IV. Indemnification for Expense
If Executive is the prevailing party, the Companies shall pay all of
Executive's reasonable legal fees and related expenses (including the costs of
experts, evidence and counsel) incurred by Executive as a result of Executive's
seeking to obtain or enforce any right or benefit provided by this Agreement.
V. Successors
A. The rights and obligations of the Companies under this Agreement
shall inure to the benefit of and shall be binding upon the Companies, their
successors and assigns, including without limitation, any person, partnership or
corporation which may acquire all or substantially all of the Companies' assets
and business, or with or into which the Companies may be consolidated or merged.
Any and all references to the Companies in this Agreement shall be deemed to
mean and include any successor or assignee.

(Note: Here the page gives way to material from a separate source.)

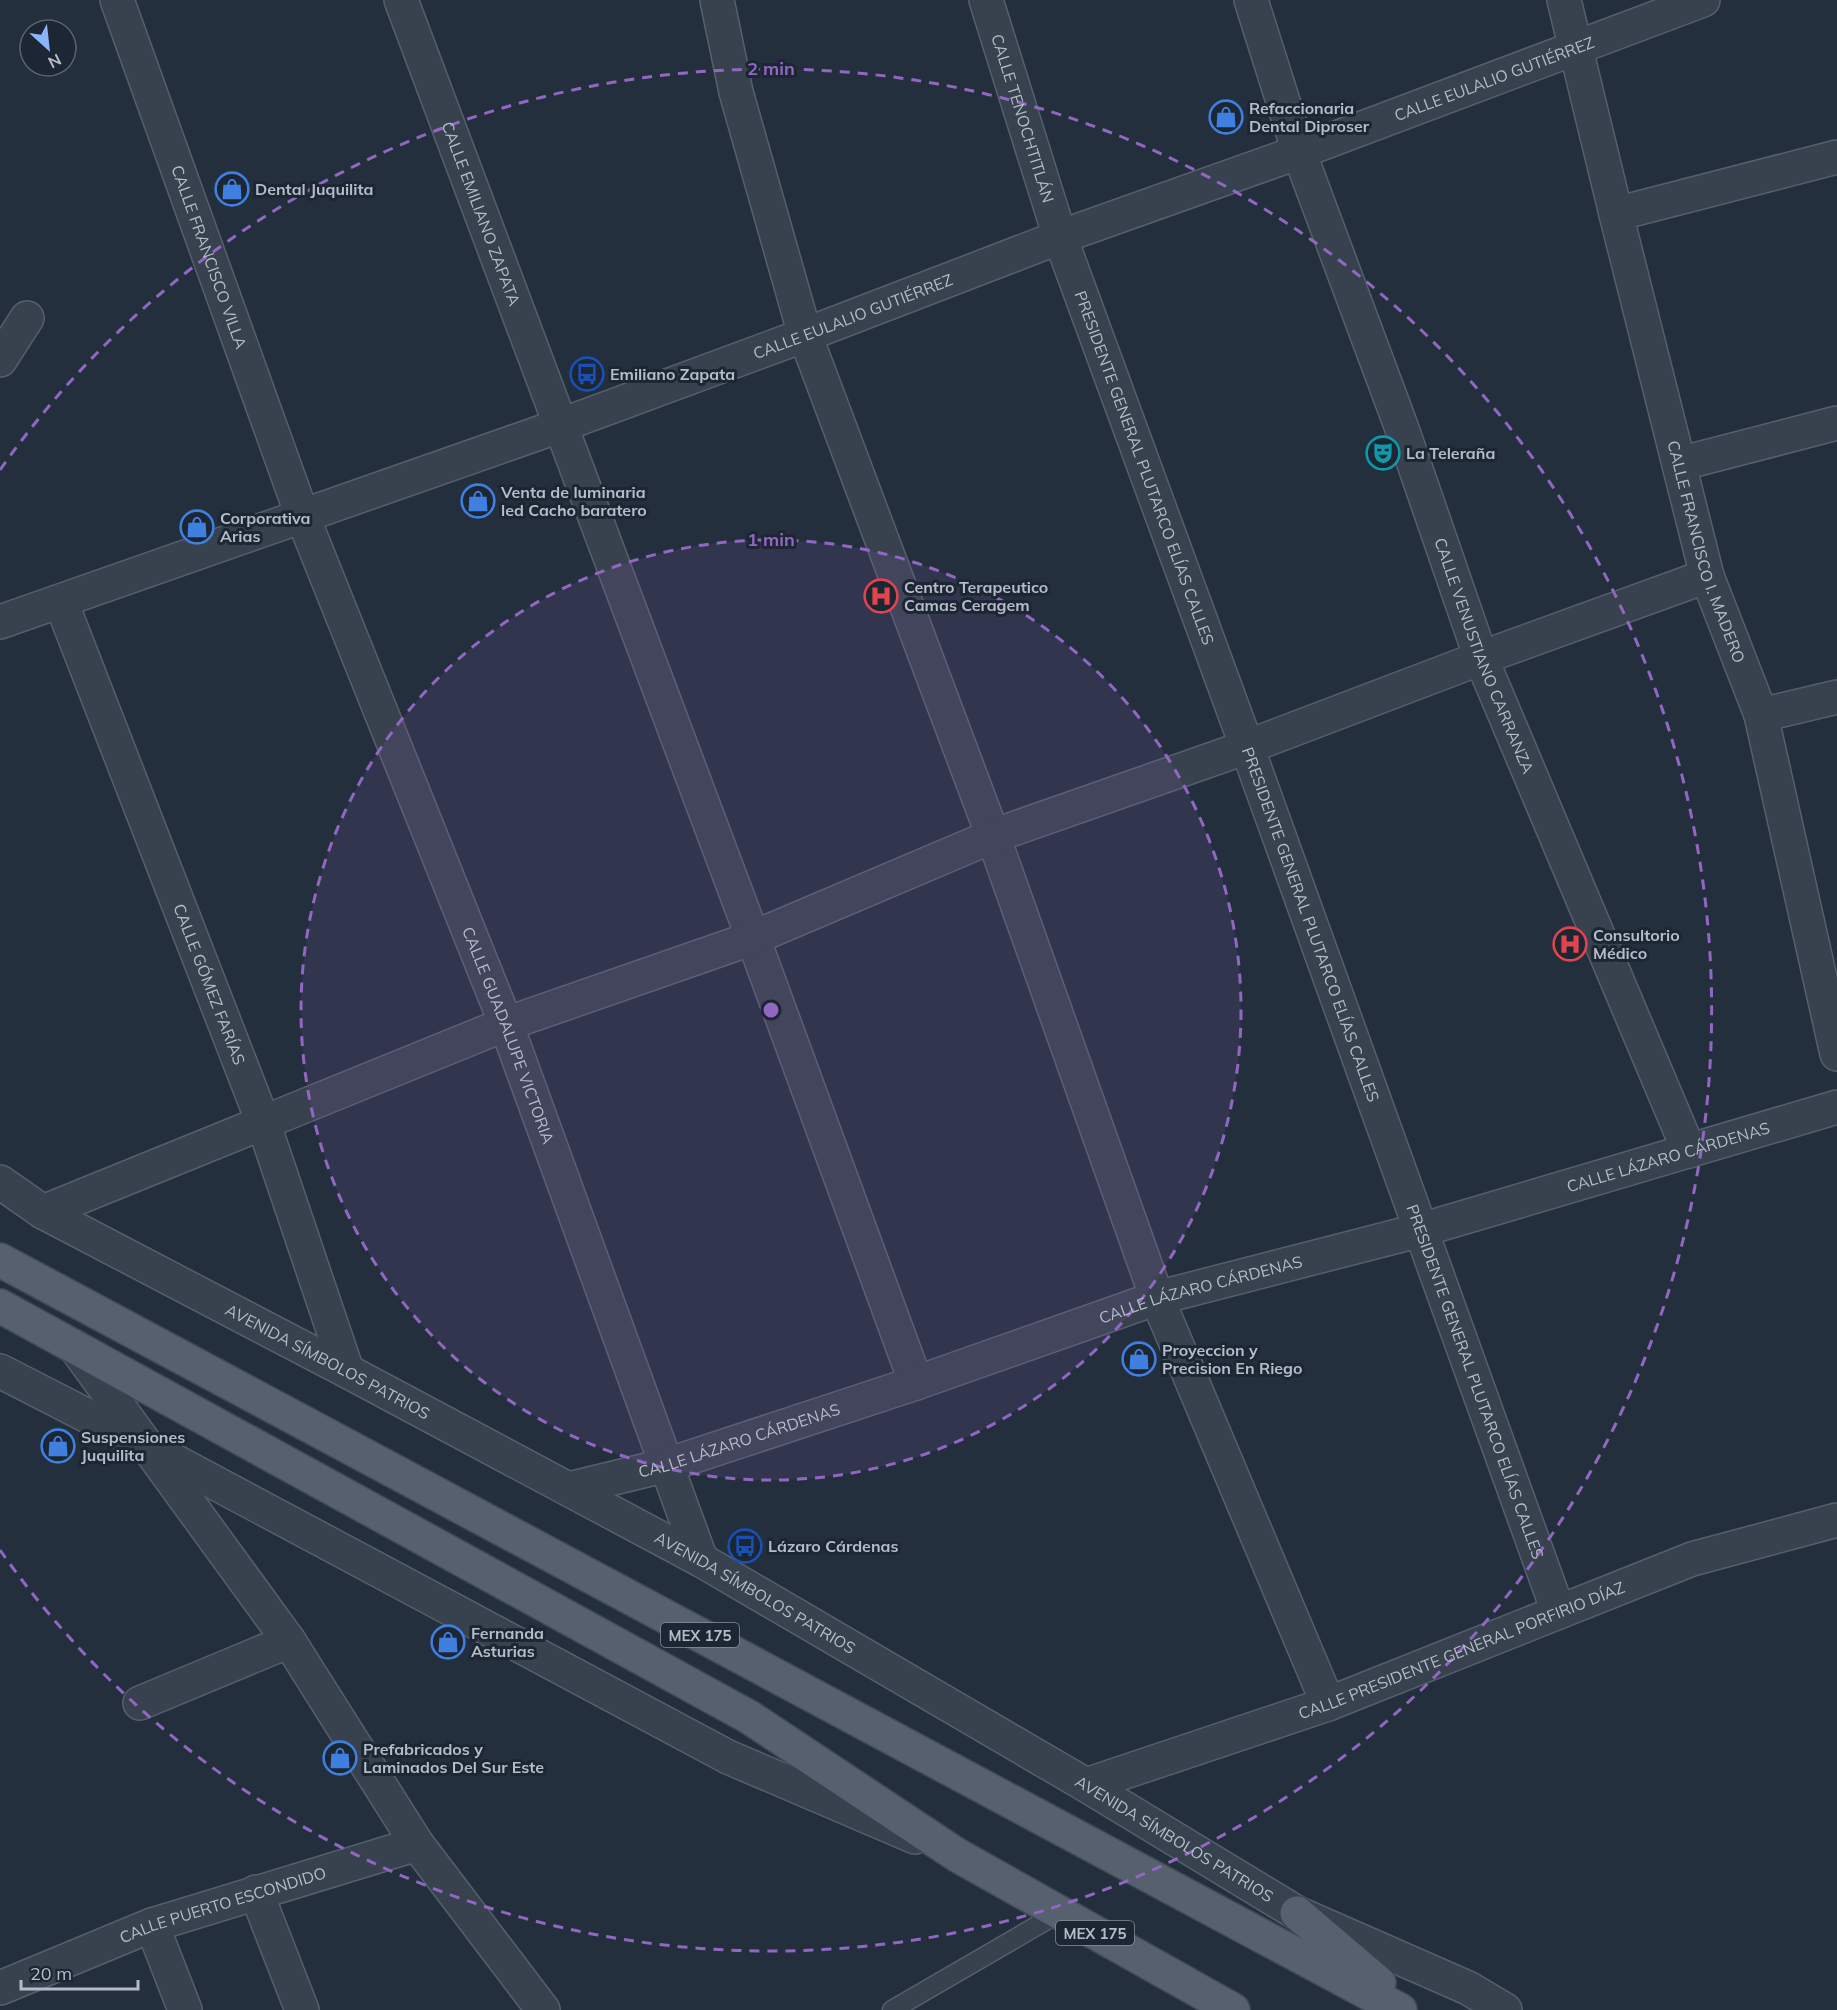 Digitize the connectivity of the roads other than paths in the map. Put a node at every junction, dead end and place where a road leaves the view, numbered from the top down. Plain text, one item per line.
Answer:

B. This Agreement shall also inure to the benefit of and be binding
on Executive and Executive's legal representatives, but being a contract for
personal services, cannot be assigned by Executive.
VI. Severability
In the event that any provision or portion of this Agreement shall be
determined to be invalid or unenforceable for any reason, in whole or in part,
the remaining provisions of this Agreement shall be unaffected thereby and shall
remain in full force and effect to the fullest extent permitted by law.
VII. Applicable Law
The construction and interpretation of this Agreement shall be governed
by the laws of the State of Missouri applicable to agreements made and to be
performed within Missouri, without regard to Missouri's conflict of laws rules.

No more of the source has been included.